Going forward, Syntiant is developing new devices and is looking at different memory types. “We’re looking at some of the emerging memory technologies like MRAM and ReRAM, mostly for the density,” said Jeremy Holleman, chief scientist at Syntiant. “Read power and then idle power is also a big thing, because you wind up having a lot of memory for a large model. But then, maybe you’re only doing the compute on a fairly small subset at a given instance. The ability of a memory cell to lower its power when it’s not being used is pretty critical.”

Advanced processes aren’t required for now. “For the foreseeable future, the advance-node leakages are too high for ultra low-power applications,” Syntiant’s Busch said. “Devices at the edge often are doing nothing. They’re powered up and waiting for something to happen, as opposed to a device in a data center. You want that to be doing something all the time. Devices on the edge are often waiting for something to happen. So you need very low power consumption, and the advanced nodes are not good at that.”

There are some issues. Most AI chips today rely on in-built SRAM, which is fast. “But fitting millions of weights in a standalone digital edge processor using SRAM is very expensive, irrespective of the technology,” said Vineet Kumar Agrawal, design director of the IP Business unit at Cypress. “Getting data from a DRAM is 500X more expensive than getting it from an internal SRAM.”

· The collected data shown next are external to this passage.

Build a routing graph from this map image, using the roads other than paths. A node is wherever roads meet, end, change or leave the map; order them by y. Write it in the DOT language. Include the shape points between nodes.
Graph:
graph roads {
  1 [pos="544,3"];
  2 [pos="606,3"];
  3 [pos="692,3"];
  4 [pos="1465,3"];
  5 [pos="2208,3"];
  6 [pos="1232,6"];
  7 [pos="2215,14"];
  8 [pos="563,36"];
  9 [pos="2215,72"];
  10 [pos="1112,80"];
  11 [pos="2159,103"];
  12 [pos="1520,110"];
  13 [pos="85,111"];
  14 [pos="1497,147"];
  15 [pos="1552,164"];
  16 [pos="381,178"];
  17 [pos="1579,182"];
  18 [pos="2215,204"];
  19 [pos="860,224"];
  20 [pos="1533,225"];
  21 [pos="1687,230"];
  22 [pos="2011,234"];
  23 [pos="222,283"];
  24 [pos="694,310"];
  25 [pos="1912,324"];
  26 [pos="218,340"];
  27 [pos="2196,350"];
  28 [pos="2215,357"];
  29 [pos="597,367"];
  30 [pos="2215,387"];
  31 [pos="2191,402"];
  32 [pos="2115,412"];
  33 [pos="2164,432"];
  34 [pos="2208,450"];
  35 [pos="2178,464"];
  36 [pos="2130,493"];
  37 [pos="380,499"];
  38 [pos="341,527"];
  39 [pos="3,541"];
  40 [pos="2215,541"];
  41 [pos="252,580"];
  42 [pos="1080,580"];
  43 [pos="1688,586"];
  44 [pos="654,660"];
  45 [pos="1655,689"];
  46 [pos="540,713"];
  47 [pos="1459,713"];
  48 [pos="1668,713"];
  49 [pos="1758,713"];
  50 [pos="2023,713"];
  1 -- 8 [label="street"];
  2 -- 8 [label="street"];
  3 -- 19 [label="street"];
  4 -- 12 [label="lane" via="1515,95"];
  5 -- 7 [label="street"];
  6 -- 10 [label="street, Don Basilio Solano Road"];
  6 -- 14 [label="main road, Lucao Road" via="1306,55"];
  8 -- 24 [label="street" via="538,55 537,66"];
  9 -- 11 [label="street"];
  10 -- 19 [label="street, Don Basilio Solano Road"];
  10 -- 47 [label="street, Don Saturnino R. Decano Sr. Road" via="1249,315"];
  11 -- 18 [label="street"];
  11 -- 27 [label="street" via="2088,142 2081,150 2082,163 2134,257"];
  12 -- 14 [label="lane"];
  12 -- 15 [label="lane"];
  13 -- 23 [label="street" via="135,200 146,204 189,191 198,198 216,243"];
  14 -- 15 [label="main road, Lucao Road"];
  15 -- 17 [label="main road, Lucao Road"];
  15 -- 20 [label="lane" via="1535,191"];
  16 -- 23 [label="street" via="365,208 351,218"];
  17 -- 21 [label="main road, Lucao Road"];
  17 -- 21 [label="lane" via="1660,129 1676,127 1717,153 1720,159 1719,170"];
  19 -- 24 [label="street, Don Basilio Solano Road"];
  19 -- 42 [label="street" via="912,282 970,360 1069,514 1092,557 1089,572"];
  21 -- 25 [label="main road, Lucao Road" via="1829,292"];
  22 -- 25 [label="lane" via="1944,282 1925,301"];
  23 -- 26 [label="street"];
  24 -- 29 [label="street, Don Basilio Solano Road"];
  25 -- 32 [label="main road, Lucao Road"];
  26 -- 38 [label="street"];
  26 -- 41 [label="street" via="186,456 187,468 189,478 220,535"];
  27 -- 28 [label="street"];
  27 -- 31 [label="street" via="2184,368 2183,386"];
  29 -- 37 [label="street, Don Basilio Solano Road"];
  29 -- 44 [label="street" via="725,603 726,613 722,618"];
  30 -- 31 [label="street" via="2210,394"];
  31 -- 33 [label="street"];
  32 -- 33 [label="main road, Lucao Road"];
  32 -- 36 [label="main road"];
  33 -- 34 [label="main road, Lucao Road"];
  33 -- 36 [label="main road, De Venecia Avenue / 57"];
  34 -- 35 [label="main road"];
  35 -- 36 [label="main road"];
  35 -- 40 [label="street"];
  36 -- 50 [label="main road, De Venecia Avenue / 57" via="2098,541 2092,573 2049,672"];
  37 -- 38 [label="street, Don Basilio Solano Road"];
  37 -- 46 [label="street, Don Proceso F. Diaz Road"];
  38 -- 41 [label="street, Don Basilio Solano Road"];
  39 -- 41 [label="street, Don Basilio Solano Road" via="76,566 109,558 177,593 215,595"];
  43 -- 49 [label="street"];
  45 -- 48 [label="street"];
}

Meanwhile, many AI edge chip vendors are using or looking at another memory type—NOR. NOR, a nonvolatile flash memory, is used in standalone and embedded applications. NOR is often used for code storage.

NOR is mature and robust, but it requires extra and expensive mask steps at each node. And it’s difficult to scale NOR beyond 28nm/22nm. Nevertheless, using today’s NOR flash, several companies are developing a technology called analog in-memory computing. Most of these devices start at the 40nm node.

“If you look at a traditional digital AI architecture, the two big sources of power consumption are going to be doing the computations—the multiply and add. And then the second thing is moving the data from the memory to the compute unit and back again,” explained Linley Group’s Gwennap. “What some are trying to do is solve both of those problems. They are putting the computation right into the memory circuitry so that you don’t have to move the data very far. Instead of using a traditional digital multiplier, they are using analog techniques where you can run the current through a variable resistance. And then you can use Ohm’s Law to calculate the product of the current and the resistance. And there’s your multiply.”

Analog-in-memory promises to reduce power. But not all NOR is alike. For example, some NOR technologies are based on a floating-gate architecture.

Using a NOR-based floating-gate approach, Microchip has developed an analog in-memory computing architecture for machine learning. The technology integrates a multiply-accumulate (MAC) processing engine.

“With this approach, a user doesn’t need to store model parameters or weights in an SRAM or external DRAM,” said Vipin Tiwari, director of embedded memory product development at Microchip’s SST unit. “Input data is provided to the array for MAC computation. That eliminates the memory bottleneck in MAC computation because computation is done where the weights are stored.”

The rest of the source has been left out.